• INFORMATION SHOWN
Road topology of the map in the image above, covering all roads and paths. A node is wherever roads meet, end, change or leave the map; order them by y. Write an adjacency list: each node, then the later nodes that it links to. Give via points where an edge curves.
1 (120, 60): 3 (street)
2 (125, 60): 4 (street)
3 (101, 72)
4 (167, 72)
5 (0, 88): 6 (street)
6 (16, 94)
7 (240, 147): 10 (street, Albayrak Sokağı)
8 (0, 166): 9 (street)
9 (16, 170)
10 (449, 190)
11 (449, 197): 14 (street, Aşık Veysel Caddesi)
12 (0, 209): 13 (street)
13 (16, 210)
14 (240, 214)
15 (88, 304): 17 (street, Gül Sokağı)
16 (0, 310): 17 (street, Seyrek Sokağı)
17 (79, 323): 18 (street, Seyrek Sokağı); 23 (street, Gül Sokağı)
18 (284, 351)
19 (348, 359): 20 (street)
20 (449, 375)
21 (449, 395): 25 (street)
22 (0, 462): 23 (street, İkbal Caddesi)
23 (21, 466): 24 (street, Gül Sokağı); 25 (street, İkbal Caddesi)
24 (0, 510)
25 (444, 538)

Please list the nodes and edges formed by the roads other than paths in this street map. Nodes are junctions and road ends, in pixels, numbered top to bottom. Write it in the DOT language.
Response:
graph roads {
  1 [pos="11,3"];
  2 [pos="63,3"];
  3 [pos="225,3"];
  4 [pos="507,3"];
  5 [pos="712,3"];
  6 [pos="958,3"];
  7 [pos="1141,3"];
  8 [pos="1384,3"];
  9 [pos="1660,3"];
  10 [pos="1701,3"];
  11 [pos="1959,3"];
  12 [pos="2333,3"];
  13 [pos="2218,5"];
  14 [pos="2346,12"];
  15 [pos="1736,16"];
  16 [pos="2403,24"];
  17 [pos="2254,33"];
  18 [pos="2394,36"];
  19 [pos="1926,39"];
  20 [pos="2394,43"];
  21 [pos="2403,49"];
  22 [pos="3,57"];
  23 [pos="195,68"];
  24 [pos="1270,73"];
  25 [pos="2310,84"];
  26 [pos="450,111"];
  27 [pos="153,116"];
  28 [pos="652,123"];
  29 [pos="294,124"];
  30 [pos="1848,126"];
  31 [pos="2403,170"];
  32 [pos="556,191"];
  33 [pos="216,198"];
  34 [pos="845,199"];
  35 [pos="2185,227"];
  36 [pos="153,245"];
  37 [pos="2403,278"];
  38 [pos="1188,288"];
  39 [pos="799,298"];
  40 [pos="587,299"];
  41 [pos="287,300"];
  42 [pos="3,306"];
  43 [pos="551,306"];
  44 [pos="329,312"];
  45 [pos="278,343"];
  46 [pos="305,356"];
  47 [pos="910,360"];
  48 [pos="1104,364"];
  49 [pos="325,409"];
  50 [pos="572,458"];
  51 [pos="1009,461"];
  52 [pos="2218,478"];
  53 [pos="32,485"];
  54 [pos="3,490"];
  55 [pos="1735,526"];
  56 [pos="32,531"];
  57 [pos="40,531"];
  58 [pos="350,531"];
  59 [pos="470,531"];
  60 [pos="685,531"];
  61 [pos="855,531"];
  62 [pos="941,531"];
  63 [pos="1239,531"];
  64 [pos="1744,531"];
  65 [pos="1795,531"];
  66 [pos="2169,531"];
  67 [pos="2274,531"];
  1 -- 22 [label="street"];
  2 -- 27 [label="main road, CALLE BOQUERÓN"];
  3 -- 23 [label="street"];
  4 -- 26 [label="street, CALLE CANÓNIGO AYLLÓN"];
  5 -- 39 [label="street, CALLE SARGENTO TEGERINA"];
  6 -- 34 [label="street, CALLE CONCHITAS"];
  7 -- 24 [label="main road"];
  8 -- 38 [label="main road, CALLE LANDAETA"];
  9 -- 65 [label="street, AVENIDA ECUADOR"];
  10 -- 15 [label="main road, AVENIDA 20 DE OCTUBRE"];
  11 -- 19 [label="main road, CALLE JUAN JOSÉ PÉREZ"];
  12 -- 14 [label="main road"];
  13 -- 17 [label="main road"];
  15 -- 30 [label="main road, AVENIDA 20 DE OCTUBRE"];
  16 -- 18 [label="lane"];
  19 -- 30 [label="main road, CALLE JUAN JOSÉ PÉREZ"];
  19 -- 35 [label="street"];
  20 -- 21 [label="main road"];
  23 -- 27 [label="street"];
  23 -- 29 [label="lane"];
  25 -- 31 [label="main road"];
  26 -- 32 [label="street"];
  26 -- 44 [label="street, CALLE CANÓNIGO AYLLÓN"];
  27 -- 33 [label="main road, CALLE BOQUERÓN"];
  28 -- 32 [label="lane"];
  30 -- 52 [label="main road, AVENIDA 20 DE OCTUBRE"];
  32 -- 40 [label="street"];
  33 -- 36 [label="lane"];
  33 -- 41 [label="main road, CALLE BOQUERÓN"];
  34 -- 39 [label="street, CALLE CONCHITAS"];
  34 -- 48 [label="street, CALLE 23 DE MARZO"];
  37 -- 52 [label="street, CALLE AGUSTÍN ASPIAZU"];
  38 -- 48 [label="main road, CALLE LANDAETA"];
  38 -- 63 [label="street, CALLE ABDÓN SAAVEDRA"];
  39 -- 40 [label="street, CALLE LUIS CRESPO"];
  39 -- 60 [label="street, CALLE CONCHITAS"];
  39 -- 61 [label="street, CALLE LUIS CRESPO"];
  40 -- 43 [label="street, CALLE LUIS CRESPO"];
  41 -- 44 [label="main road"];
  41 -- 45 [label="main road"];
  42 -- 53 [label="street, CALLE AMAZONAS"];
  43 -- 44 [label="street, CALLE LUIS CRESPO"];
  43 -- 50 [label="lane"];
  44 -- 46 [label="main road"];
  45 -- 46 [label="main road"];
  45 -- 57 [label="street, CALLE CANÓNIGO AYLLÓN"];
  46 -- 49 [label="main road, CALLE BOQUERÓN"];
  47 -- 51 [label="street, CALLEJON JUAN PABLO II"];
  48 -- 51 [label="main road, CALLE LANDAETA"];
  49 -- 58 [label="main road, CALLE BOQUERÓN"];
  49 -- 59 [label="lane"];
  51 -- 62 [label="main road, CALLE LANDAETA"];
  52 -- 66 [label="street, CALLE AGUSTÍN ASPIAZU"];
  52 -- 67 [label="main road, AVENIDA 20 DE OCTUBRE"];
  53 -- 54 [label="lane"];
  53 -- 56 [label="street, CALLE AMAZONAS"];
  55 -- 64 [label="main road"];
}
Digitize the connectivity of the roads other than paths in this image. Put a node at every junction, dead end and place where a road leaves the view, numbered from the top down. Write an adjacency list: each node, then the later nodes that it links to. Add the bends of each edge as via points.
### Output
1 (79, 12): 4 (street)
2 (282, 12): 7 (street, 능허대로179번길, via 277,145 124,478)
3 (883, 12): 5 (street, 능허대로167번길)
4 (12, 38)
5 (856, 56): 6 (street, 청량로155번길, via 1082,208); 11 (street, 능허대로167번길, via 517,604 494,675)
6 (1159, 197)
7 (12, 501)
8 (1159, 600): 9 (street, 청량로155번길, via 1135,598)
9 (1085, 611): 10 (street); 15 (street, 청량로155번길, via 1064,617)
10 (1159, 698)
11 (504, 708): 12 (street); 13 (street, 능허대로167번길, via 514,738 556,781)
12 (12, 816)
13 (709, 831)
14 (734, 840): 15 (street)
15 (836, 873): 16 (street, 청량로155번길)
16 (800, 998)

• TASK GOAL
A verbatim reproduction of all the records above is the expected answer.

• THE COMPLETED TASK
Road topology of the map in the image above, covering all roads and paths. A node is wherever roads meet, end, change or leave the map; order them by y. Write an adjacency list: each node, then the later nodes that it links to. Give via points where an edge curves.
1 (120, 60): 3 (street)
2 (125, 60): 4 (street)
3 (101, 72)
4 (167, 72)
5 (0, 88): 6 (street)
6 (16, 94)
7 (240, 147): 10 (street, Albayrak Sokağı)
8 (0, 166): 9 (street)
9 (16, 170)
10 (449, 190)
11 (449, 197): 14 (street, Aşık Veysel Caddesi)
12 (0, 209): 13 (street)
13 (16, 210)
14 (240, 214)
15 (88, 304): 17 (street, Gül Sokağı)
16 (0, 310): 17 (street, Seyrek Sokağı)
17 (79, 323): 18 (street, Seyrek Sokağı); 23 (street, Gül Sokağı)
18 (284, 351)
19 (348, 359): 20 (street)
20 (449, 375)
21 (449, 395): 25 (street)
22 (0, 462): 23 (street, İkbal Caddesi)
23 (21, 466): 24 (street, Gül Sokağı); 25 (street, İkbal Caddesi)
24 (0, 510)
25 (444, 538)

Please list the nodes and edges formed by the roads other than paths in this street map. Nodes are junctions and road ends, in pixels, numbered top to bottom. Write it in the DOT language.
Response:
graph roads {
  1 [pos="11,3"];
  2 [pos="63,3"];
  3 [pos="225,3"];
  4 [pos="507,3"];
  5 [pos="712,3"];
  6 [pos="958,3"];
  7 [pos="1141,3"];
  8 [pos="1384,3"];
  9 [pos="1660,3"];
  10 [pos="1701,3"];
  11 [pos="1959,3"];
  12 [pos="2333,3"];
  13 [pos="2218,5"];
  14 [pos="2346,12"];
  15 [pos="1736,16"];
  16 [pos="2403,24"];
  17 [pos="2254,33"];
  18 [pos="2394,36"];
  19 [pos="1926,39"];
  20 [pos="2394,43"];
  21 [pos="2403,49"];
  22 [pos="3,57"];
  23 [pos="195,68"];
  24 [pos="1270,73"];
  25 [pos="2310,84"];
  26 [pos="450,111"];
  27 [pos="153,116"];
  28 [pos="652,123"];
  29 [pos="294,124"];
  30 [pos="1848,126"];
  31 [pos="2403,170"];
  32 [pos="556,191"];
  33 [pos="216,198"];
  34 [pos="845,199"];
  35 [pos="2185,227"];
  36 [pos="153,245"];
  37 [pos="2403,278"];
  38 [pos="1188,288"];
  39 [pos="799,298"];
  40 [pos="587,299"];
  41 [pos="287,300"];
  42 [pos="3,306"];
  43 [pos="551,306"];
  44 [pos="329,312"];
  45 [pos="278,343"];
  46 [pos="305,356"];
  47 [pos="910,360"];
  48 [pos="1104,364"];
  49 [pos="325,409"];
  50 [pos="572,458"];
  51 [pos="1009,461"];
  52 [pos="2218,478"];
  53 [pos="32,485"];
  54 [pos="3,490"];
  55 [pos="1735,526"];
  56 [pos="32,531"];
  57 [pos="40,531"];
  58 [pos="350,531"];
  59 [pos="470,531"];
  60 [pos="685,531"];
  61 [pos="855,531"];
  62 [pos="941,531"];
  63 [pos="1239,531"];
  64 [pos="1744,531"];
  65 [pos="1795,531"];
  66 [pos="2169,531"];
  67 [pos="2274,531"];
  1 -- 22 [label="street"];
  2 -- 27 [label="main road, CALLE BOQUERÓN"];
  3 -- 23 [label="street"];
  4 -- 26 [label="street, CALLE CANÓNIGO AYLLÓN"];
  5 -- 39 [label="street, CALLE SARGENTO TEGERINA"];
  6 -- 34 [label="street, CALLE CONCHITAS"];
  7 -- 24 [label="main road"];
  8 -- 38 [label="main road, CALLE LANDAETA"];
  9 -- 65 [label="street, AVENIDA ECUADOR"];
  10 -- 15 [label="main road, AVENIDA 20 DE OCTUBRE"];
  11 -- 19 [label="main road, CALLE JUAN JOSÉ PÉREZ"];
  12 -- 14 [label="main road"];
  13 -- 17 [label="main road"];
  15 -- 30 [label="main road, AVENIDA 20 DE OCTUBRE"];
  16 -- 18 [label="lane"];
  19 -- 30 [label="main road, CALLE JUAN JOSÉ PÉREZ"];
  19 -- 35 [label="street"];
  20 -- 21 [label="main road"];
  23 -- 27 [label="street"];
  23 -- 29 [label="lane"];
  25 -- 31 [label="main road"];
  26 -- 32 [label="street"];
  26 -- 44 [label="street, CALLE CANÓNIGO AYLLÓN"];
  27 -- 33 [label="main road, CALLE BOQUERÓN"];
  28 -- 32 [label="lane"];
  30 -- 52 [label="main road, AVENIDA 20 DE OCTUBRE"];
  32 -- 40 [label="street"];
  33 -- 36 [label="lane"];
  33 -- 41 [label="main road, CALLE BOQUERÓN"];
  34 -- 39 [label="street, CALLE CONCHITAS"];
  34 -- 48 [label="street, CALLE 23 DE MARZO"];
  37 -- 52 [label="street, CALLE AGUSTÍN ASPIAZU"];
  38 -- 48 [label="main road, CALLE LANDAETA"];
  38 -- 63 [label="street, CALLE ABDÓN SAAVEDRA"];
  39 -- 40 [label="street, CALLE LUIS CRESPO"];
  39 -- 60 [label="street, CALLE CONCHITAS"];
  39 -- 61 [label="street, CALLE LUIS CRESPO"];
  40 -- 43 [label="street, CALLE LUIS CRESPO"];
  41 -- 44 [label="main road"];
  41 -- 45 [label="main road"];
  42 -- 53 [label="street, CALLE AMAZONAS"];
  43 -- 44 [label="street, CALLE LUIS CRESPO"];
  43 -- 50 [label="lane"];
  44 -- 46 [label="main road"];
  45 -- 46 [label="main road"];
  45 -- 57 [label="street, CALLE CANÓNIGO AYLLÓN"];
  46 -- 49 [label="main road, CALLE BOQUERÓN"];
  47 -- 51 [label="street, CALLEJON JUAN PABLO II"];
  48 -- 51 [label="main road, CALLE LANDAETA"];
  49 -- 58 [label="main road, CALLE BOQUERÓN"];
  49 -- 59 [label="lane"];
  51 -- 62 [label="main road, CALLE LANDAETA"];
  52 -- 66 [label="street, CALLE AGUSTÍN ASPIAZU"];
  52 -- 67 [label="main road, AVENIDA 20 DE OCTUBRE"];
  53 -- 54 [label="lane"];
  53 -- 56 [label="street, CALLE AMAZONAS"];
  55 -- 64 [label="main road"];
}
Digitize the connectivity of the roads other than paths in this image. Put a node at every junction, dead end and place where a road leaves the view, numbered from the top down. Write an adjacency list: each node, then the later nodes that it links to. Add the bends of each edge as via points.
### Output
1 (79, 12): 4 (street)
2 (282, 12): 7 (street, 능허대로179번길, via 277,145 124,478)
3 (883, 12): 5 (street, 능허대로167번길)
4 (12, 38)
5 (856, 56): 6 (street, 청량로155번길, via 1082,208); 11 (street, 능허대로167번길, via 517,604 494,675)
6 (1159, 197)
7 (12, 501)
8 (1159, 600): 9 (street, 청량로155번길, via 1135,598)
9 (1085, 611): 10 (street); 15 (street, 청량로155번길, via 1064,617)
10 (1159, 698)
11 (504, 708): 12 (street); 13 (street, 능허대로167번길, via 514,738 556,781)
12 (12, 816)
13 (709, 831)
14 (734, 840): 15 (street)
15 (836, 873): 16 (street, 청량로155번길)
16 (800, 998)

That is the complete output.